(Keypoint text descriptions)
++++

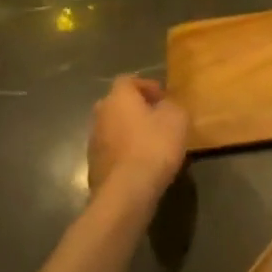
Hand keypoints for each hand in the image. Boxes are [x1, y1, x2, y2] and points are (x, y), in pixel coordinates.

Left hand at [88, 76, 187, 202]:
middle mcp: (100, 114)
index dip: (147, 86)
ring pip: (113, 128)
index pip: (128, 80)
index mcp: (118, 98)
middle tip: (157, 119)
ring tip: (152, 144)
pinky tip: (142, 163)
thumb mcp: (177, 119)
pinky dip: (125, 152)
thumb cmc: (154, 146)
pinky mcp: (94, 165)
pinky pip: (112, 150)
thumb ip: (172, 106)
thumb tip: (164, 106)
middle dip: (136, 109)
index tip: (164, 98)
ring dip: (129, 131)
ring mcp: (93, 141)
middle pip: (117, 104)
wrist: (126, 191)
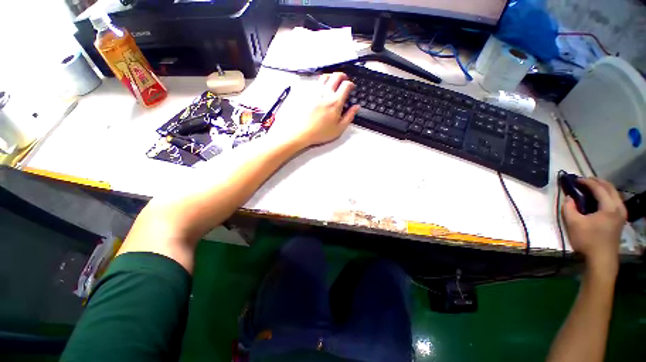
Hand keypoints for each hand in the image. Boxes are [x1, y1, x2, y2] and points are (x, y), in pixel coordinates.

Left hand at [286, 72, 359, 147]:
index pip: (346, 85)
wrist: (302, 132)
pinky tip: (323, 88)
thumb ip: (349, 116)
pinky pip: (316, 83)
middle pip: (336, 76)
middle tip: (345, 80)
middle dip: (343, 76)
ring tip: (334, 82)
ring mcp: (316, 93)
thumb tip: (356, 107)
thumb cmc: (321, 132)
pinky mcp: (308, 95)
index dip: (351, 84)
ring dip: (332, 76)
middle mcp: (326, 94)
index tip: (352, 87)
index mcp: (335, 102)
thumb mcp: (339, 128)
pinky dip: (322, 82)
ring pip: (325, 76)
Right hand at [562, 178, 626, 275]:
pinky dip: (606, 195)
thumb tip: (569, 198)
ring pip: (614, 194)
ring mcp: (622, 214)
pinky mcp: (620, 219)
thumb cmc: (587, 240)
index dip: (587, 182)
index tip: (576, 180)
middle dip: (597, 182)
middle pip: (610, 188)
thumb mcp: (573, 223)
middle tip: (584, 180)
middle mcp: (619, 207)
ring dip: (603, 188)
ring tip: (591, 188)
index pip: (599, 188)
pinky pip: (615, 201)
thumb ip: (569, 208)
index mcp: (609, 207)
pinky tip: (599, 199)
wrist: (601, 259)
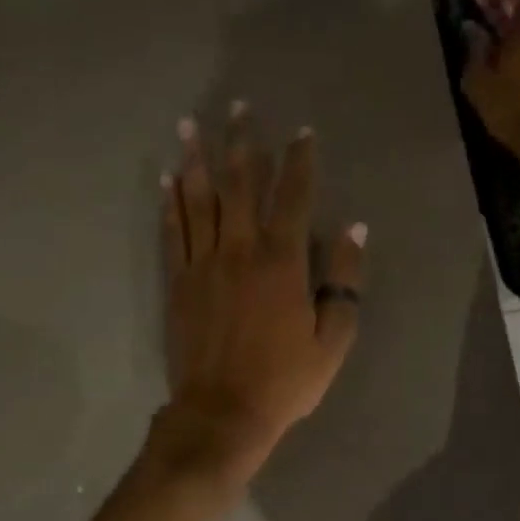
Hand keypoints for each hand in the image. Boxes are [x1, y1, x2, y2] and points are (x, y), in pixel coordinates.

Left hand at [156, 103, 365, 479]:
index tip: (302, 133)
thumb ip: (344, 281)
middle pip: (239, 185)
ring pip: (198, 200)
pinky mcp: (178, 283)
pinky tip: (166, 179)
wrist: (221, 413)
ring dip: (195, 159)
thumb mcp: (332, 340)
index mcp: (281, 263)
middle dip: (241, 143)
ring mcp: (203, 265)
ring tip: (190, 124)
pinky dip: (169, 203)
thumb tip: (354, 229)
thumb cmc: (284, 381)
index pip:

++++

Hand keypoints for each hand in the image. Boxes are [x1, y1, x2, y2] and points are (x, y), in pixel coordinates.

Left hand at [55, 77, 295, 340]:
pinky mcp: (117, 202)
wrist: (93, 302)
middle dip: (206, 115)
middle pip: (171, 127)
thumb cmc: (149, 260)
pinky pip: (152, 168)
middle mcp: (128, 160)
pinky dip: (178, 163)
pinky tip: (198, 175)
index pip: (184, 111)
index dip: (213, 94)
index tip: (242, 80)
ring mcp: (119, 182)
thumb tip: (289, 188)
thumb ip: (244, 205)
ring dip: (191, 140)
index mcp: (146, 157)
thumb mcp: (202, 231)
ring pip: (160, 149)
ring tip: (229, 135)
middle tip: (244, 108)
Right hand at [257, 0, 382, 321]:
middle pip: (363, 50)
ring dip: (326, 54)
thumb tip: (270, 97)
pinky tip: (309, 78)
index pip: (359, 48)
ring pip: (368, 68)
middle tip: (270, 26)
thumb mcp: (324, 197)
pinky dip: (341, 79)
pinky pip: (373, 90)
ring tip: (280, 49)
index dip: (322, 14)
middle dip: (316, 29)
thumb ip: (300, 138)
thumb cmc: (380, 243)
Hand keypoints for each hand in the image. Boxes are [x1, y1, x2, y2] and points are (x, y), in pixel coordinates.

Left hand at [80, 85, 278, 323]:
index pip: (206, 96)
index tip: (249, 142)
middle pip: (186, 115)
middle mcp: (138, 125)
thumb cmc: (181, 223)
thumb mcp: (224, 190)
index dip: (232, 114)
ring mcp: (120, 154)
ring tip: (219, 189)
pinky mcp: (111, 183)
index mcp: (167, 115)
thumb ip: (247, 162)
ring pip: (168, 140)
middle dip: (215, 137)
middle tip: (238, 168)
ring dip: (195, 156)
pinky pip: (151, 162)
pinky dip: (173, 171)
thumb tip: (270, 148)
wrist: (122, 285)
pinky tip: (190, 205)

++++

(EXERCISE DETAILS)
The lines above from the one with "index tip: (242, 80)" through the one with "middle dip: (316, 29)" are to be duplicated exactly, ends included, with nothing added.

(WRITTEN SOLUTION)
index tip: (242, 80)
ring mcp: (119, 182)
thumb tip: (289, 188)
thumb ip: (244, 205)
ring dip: (191, 140)
index mcp: (146, 157)
thumb mcp: (202, 231)
ring pip: (160, 149)
ring tip: (229, 135)
middle tip: (244, 108)
Right hand at [257, 0, 382, 321]:
middle pip: (363, 50)
ring dip: (326, 54)
thumb tip: (270, 97)
pinky tip: (309, 78)
index pip: (359, 48)
ring pip: (368, 68)
middle tip: (270, 26)
thumb mcp: (324, 197)
pinky dip: (341, 79)
pinky pip: (373, 90)
ring tip: (280, 49)
index dip: (322, 14)
middle dip: (316, 29)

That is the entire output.